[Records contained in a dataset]

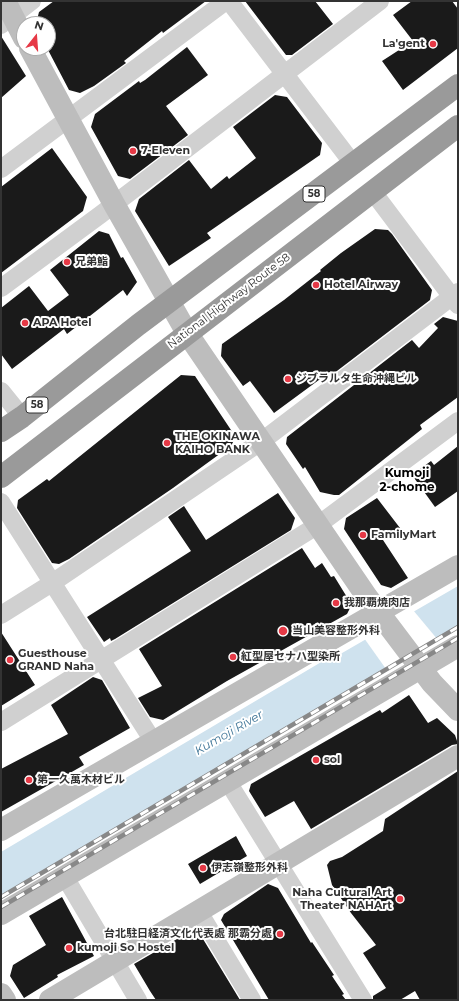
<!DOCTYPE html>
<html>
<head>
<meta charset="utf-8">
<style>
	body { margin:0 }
	#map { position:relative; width:459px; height:1001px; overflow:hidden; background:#fff; font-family:Montserrat,sans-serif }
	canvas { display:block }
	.frame { position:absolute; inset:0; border:2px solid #333; pointer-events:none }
	.north { position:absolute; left:16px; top:16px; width:40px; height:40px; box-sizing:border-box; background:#fff; border:1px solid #adadad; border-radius:50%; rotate:17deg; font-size:11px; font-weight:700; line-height:16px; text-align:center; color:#333 }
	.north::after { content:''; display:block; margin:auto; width:14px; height:18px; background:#e63946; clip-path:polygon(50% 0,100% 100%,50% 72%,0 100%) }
</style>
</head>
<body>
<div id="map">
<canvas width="459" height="1001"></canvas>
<div class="frame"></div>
<div class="north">N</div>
</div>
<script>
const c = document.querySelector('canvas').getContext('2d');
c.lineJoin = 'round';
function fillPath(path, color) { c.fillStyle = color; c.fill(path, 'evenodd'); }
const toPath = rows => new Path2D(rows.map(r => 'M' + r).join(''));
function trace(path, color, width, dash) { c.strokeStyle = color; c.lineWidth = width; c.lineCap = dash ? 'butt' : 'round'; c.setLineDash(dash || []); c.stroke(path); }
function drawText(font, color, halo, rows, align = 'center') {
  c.font = font + ' Montserrat,"Noto Sans JP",sans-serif'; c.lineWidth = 4; c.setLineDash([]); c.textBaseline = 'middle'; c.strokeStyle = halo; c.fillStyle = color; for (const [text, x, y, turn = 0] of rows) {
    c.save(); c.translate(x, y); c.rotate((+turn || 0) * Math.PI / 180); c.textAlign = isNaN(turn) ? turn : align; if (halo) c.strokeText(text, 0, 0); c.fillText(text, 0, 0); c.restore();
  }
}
const water = toPath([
	[458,586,458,626,1,895,1,852,328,658,330,660]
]);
const pier = toPath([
	[413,610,438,640,386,669,364,638]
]);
const building = toPath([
	[54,1,206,1,163,33,162,31,124,61,126,63,94,86,80,93,69,90,47,48,48,24,36,24,39,12],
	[245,1,315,1,333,24,292,55,286,55],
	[412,1,452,1,458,9,458,48,403,90,382,61,413,41,393,15],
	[1,36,26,76,1,98],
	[187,47,208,75,166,106,188,135,130,179,118,176,91,127,95,114,139,81,140,83,145,80],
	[275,95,287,97,322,143,320,155,207,233,211,238,169,266,135,211,139,199,189,160,211,189,227,176,229,179,256,158,233,127],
	[52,148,87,197,83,211,1,273,1,187],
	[375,229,388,230,392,234,432,290,430,300,333,374,331,371,327,374,274,413,250,381,243,386,221,356,222,344,284,300,321,271,320,270,341,253],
	[99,231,109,234,121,258,123,257,137,282,127,296,123,290,67,334,64,329,12,369,1,354,1,308,29,286,48,311,69,295,50,270],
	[443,317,458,321,458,397,420,425,422,429,339,495,334,495,320,492,305,467,303,469,286,444,287,437,412,340,419,348,438,328,434,324],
	[181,375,195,376,235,436,232,445,173,488,69,559,59,564,52,563,17,508,18,500,47,479,49,481],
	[458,446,458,491,435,507,412,475,431,461,434,465],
	[278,493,295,518,291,530,115,639,111,641,110,638,104,642,87,617,191,551,168,517,184,506,206,540],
	[377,498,400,528,383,540,408,578,391,588,381,585,344,529,346,518],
	[302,548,315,568,322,563,331,577,334,576,350,602,350,608,347,614,227,681,163,720,150,717,138,698,162,686,139,649],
	[1,632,35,685,1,706],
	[93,677,102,680,130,728,79,757,84,765,1,812,1,769,68,734,51,705],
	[409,695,428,723,437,718,455,735,458,744,452,745,311,829,294,801,265,817,249,791,251,784,380,710,382,713],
	[458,771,458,1000,420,1000,415,991,400,1000,373,1000,373,996,386,988,363,953,376,945,351,913,332,885,327,865,330,861,342,857,383,831,385,819],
	[236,836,247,856,200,884,188,864],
	[268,884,278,888,311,943,312,942,334,975,332,976,344,994,342,995,346,1000,269,1000,221,920,224,914],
	[62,897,94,956,57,975,58,977,24,998,10,976,13,965,46,945,29,916],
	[196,928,203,939,240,1000,156,1000,150,991,134,964]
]);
const street = toPath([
	[229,1,354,165],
	[1,25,32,1],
	[1,169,226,1],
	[373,192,458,305],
	[1,288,100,215,380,1],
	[1,391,22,417],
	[1,502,153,741],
	[1,615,52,583,262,441,458,292],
	[1,722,318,525,458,421],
	[228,782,363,1000],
	[65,877,138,1000],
	[199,912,252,1000]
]);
const secondary = toPath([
	[5,1,24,38],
	[30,48,114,204,187,333,367,597,432,683,458,710],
	[1,830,458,566],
	[1,914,458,646],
	[1,994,5,1000],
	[50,1000,458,756]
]);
const highway = toPath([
	[1,431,22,417,138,325,458,85],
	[1,477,458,126]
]);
const rail = toPath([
	[1,897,458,627],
	[1,907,458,638]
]);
const markers = [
	[433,44,4,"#e63946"],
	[133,151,4,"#e63946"],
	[67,262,4,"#e63946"],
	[316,285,4,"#e63946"],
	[25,323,4,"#e63946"],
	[288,379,4,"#e63946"],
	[167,443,4,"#e63946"],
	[363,535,4,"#e63946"],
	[336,603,4,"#e63946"],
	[283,631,5,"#e63946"],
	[233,657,4,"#e63946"],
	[10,660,4,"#e63946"],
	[316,760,4,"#e63946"],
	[29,780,4,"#e63946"],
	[203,868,4,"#e63946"],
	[400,899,4,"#e63946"],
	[280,934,4,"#e63946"],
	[69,948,4,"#e63946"]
];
const shields = [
	[314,194,22],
	[37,405,22]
];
const shieldNames = [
	["58",314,194],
	["58",37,405]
];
const poiNames = [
	["La'gent",425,44,"right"],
	["7-Eleven",141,151],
	["兄弟鮨",75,262],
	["Hotel Airway",324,285],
	["APA Hotel",33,323],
	["ジブラルタ生命沖縄ビル",296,379],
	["THE OKINAWA",175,437],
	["KAIHO BANK",175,450],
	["FamilyMart",371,535],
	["我那覇焼肉店",344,603],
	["当山美容整形外科",292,631],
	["Guesthouse",18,654],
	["GRAND Naha",18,667],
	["紅型屋セナハ型染所",241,657],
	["sol",324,760],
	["第一久萬木材ビル",37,780],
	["伊志嶺整形外科",211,868],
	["Naha Cultural Art",392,893,"right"],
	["Theater NAHArt",392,906,"right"],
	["台北駐日経済文化代表處 那霸分處",272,934,"right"],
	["kumoji So Hostel",77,948]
];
const streetNames = [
	["National Highway Route 58",229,301,-37]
];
const neighbourhoodNames = [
	["Kumoji",407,473],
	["2-chome",407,487]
];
const waterNames = [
	["Kumoji River",229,733,-30]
];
fillPath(water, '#cfe2ee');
fillPath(pier, '#fff');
fillPath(building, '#1a1a1a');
trace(street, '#d0d0d0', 18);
trace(secondary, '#bdbdbd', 22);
trace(highway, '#9a9a9a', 22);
trace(rail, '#888', 4.5);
trace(rail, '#fff', 3, [9]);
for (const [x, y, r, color] of markers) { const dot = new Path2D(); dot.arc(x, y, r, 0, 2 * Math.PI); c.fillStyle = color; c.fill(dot); trace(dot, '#fff', 1.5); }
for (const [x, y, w] of shields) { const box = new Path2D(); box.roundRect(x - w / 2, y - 8, w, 16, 3); c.fillStyle = '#fff'; c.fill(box); trace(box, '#333', 1); }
drawText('bold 10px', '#333', null, shieldNames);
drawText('bold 11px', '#333', '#fff', poiNames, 'left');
drawText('11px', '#333', '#fff', streetNames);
drawText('bold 12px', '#000', '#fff', neighbourhoodNames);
drawText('italic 12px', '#3f7597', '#fff', waterNames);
</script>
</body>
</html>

● The problem
Please report how many lines of the entries above include "canvas". Only the number is wanted.

● The answer
3